What to produce
Return copies of the lines below that mention "with".

Input data

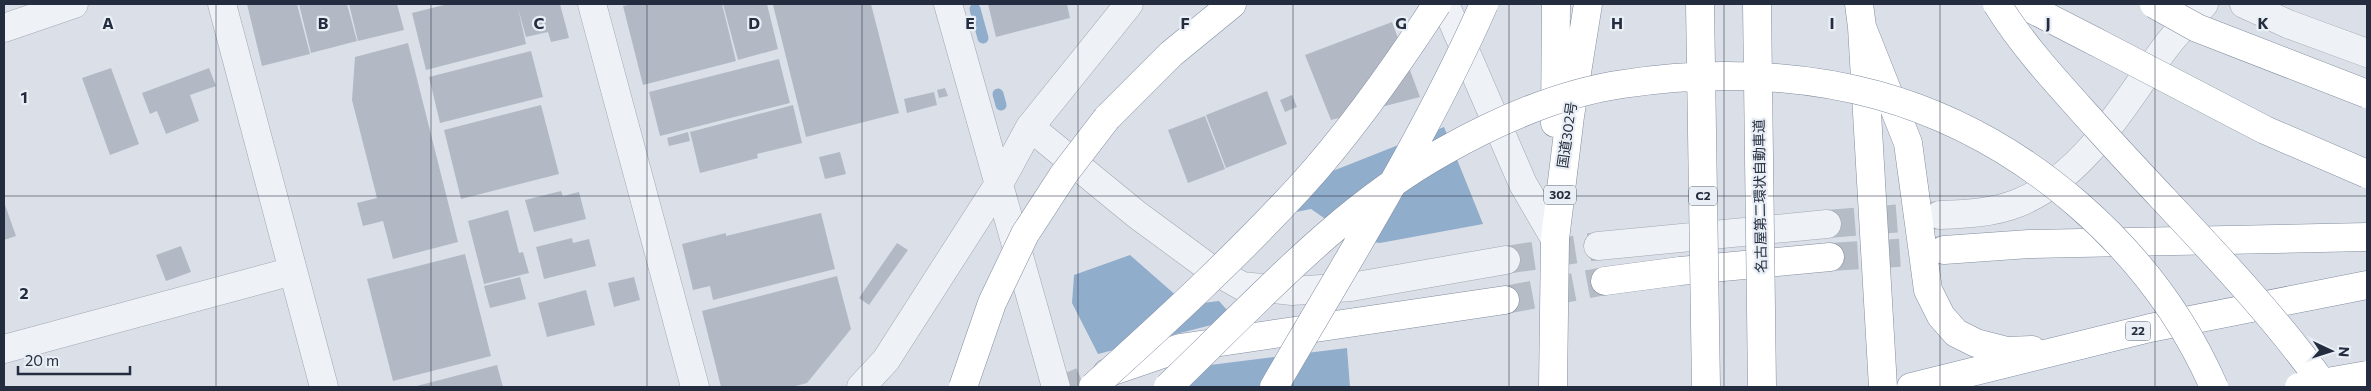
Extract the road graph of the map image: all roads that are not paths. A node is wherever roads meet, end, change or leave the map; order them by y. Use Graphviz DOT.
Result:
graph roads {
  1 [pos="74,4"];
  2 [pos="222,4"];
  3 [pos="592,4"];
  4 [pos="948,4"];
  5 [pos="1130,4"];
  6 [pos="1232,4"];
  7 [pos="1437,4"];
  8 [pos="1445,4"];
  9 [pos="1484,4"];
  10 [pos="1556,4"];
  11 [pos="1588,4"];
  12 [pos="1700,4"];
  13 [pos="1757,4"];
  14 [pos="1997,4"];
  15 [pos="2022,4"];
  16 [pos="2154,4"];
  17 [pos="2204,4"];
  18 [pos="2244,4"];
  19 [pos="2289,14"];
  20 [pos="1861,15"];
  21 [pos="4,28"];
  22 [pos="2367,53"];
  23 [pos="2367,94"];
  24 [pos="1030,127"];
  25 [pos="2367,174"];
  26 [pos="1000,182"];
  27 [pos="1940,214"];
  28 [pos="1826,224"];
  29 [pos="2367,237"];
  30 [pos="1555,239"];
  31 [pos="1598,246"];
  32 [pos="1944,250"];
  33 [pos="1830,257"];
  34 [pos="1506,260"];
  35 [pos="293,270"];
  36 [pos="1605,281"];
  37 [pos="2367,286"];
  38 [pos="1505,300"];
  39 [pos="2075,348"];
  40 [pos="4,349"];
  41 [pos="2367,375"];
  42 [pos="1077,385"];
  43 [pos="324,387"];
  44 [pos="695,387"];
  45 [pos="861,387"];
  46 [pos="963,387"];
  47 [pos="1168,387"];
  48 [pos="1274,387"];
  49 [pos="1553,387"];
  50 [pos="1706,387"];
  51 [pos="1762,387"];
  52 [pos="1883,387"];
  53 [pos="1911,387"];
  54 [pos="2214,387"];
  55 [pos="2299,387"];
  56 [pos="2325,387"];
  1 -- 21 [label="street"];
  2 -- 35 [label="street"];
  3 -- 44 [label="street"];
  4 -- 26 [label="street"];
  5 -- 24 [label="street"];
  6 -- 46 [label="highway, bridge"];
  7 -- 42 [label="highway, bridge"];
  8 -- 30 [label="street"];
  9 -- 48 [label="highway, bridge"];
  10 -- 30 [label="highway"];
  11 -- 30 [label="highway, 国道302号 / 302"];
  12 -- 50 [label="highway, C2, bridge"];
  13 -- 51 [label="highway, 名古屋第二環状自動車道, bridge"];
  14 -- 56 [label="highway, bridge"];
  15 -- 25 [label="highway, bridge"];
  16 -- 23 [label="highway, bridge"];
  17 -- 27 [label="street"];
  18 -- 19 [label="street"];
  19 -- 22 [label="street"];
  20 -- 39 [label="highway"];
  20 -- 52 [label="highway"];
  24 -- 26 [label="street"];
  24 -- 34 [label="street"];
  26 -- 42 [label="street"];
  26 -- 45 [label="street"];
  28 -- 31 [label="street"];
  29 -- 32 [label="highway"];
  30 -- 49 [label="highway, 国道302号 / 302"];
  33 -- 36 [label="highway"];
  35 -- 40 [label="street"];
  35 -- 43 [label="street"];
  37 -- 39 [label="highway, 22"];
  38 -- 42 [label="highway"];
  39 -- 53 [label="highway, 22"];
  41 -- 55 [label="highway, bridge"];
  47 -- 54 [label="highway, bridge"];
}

==

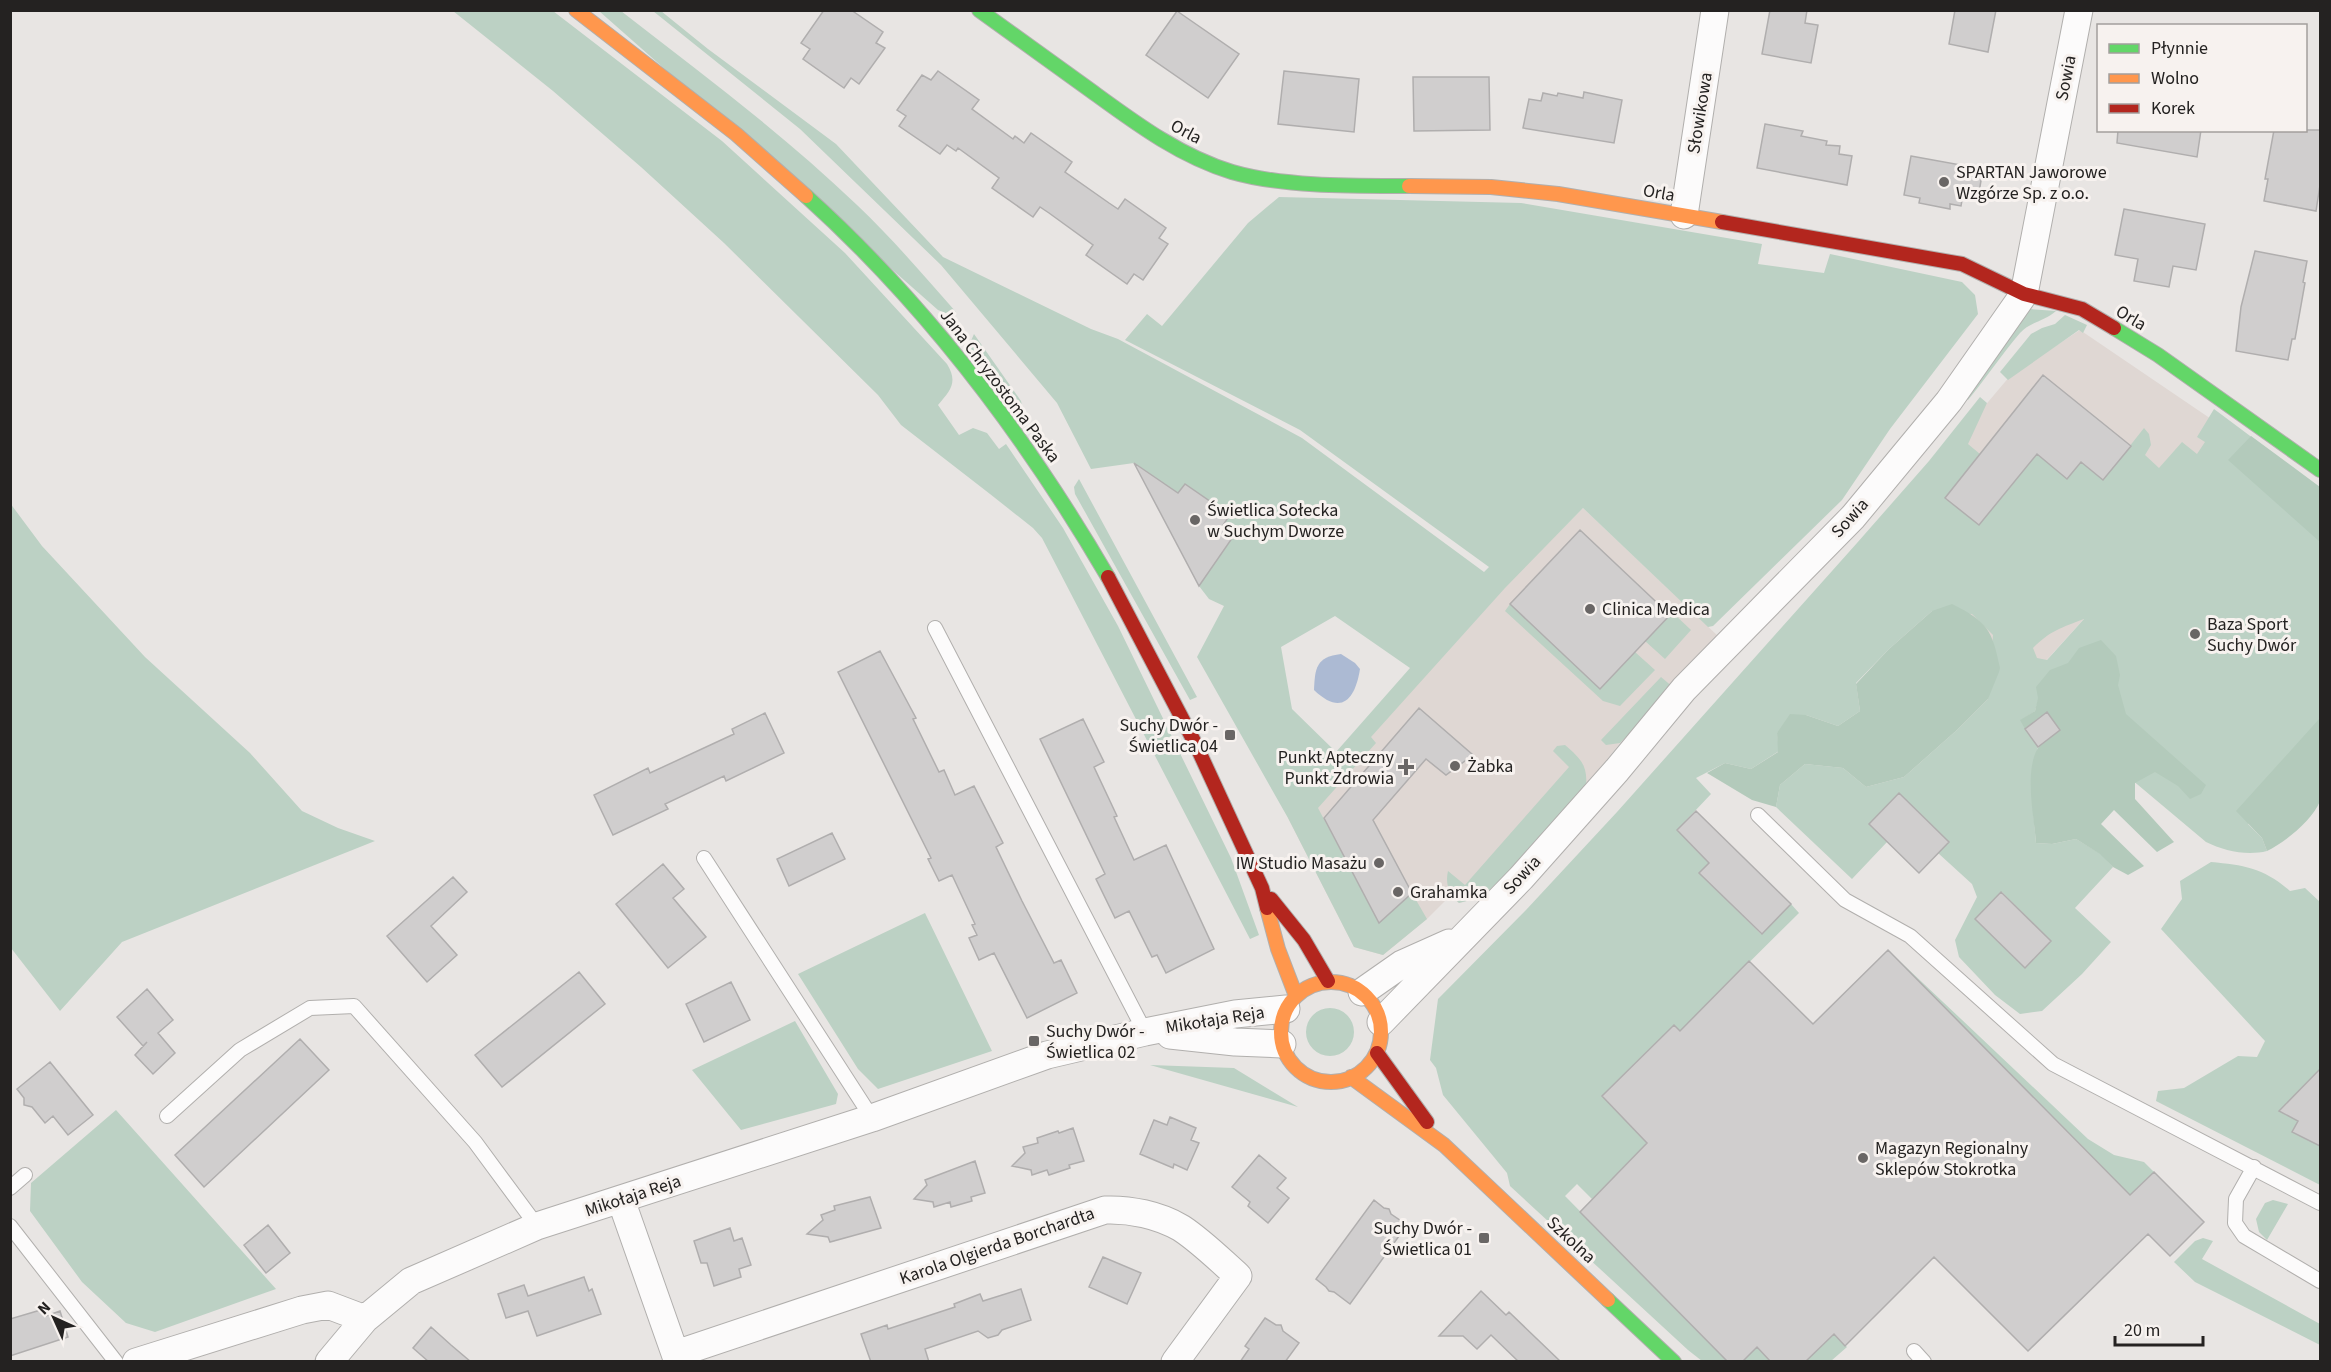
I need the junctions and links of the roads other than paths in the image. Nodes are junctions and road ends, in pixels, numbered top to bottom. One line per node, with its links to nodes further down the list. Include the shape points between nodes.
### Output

==

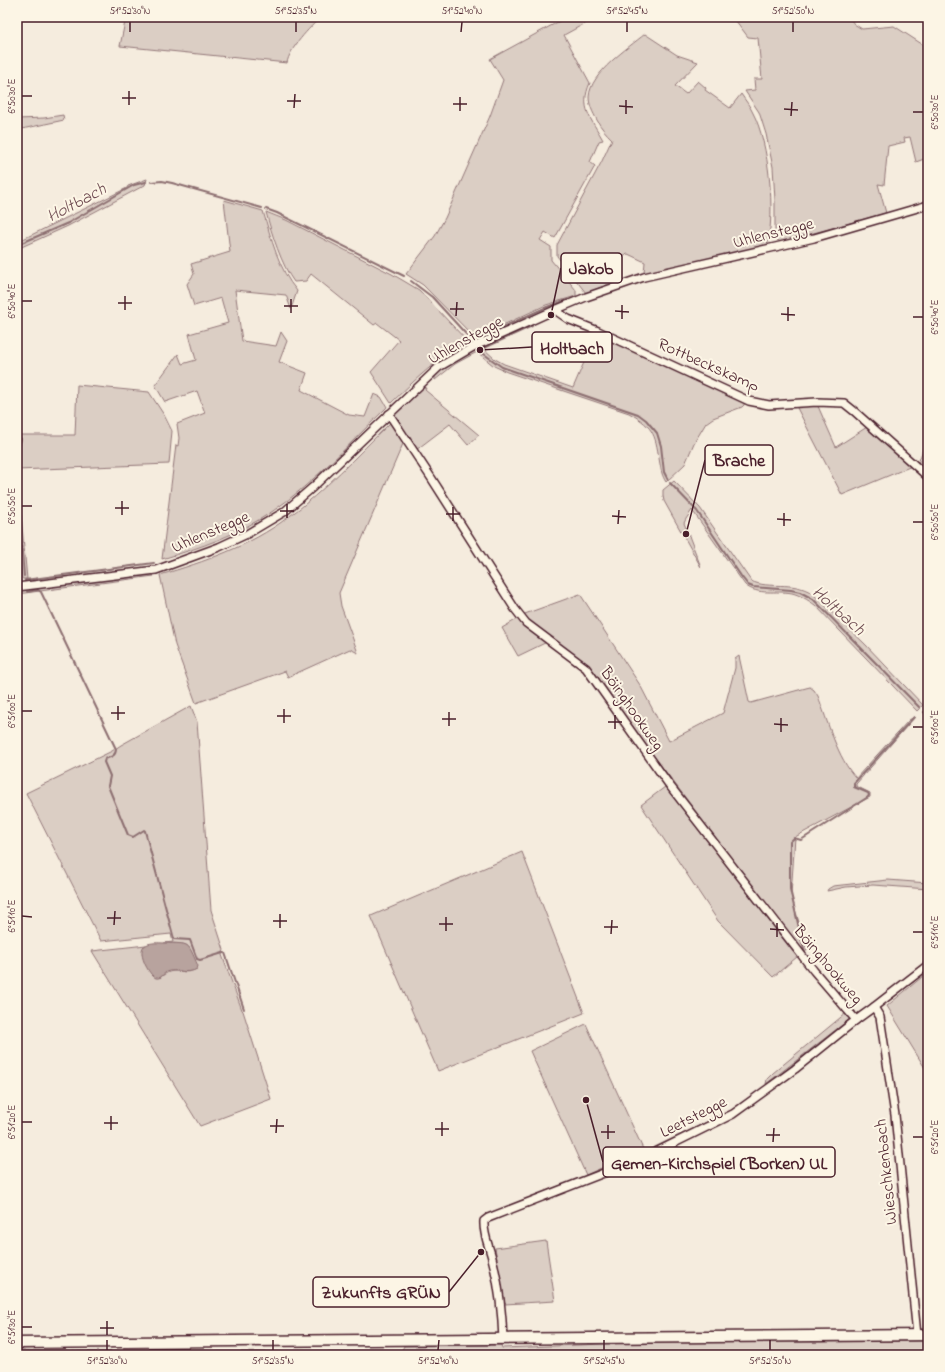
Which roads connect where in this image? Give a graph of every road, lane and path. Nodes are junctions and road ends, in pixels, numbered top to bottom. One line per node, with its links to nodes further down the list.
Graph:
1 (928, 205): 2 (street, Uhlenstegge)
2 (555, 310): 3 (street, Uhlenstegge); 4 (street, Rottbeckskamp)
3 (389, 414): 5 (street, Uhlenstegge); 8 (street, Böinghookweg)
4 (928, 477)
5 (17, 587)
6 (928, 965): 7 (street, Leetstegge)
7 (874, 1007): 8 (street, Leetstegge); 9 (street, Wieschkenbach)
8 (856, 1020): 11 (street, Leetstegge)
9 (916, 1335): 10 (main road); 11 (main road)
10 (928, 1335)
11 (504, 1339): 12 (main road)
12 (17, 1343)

Problem solution
I need the junctions and links of the roads other than paths in the image. Nodes are junctions and road ends, in pixels, numbered top to bottom. One line per node, with its links to nodes further down the list. Include the shape points between nodes.
Which roads connect where in this image? Give a graph of every road, lane and path. Nodes are junctions and road ends, in pixels, numbered top to bottom. One line per node, with its links to nodes further down the list.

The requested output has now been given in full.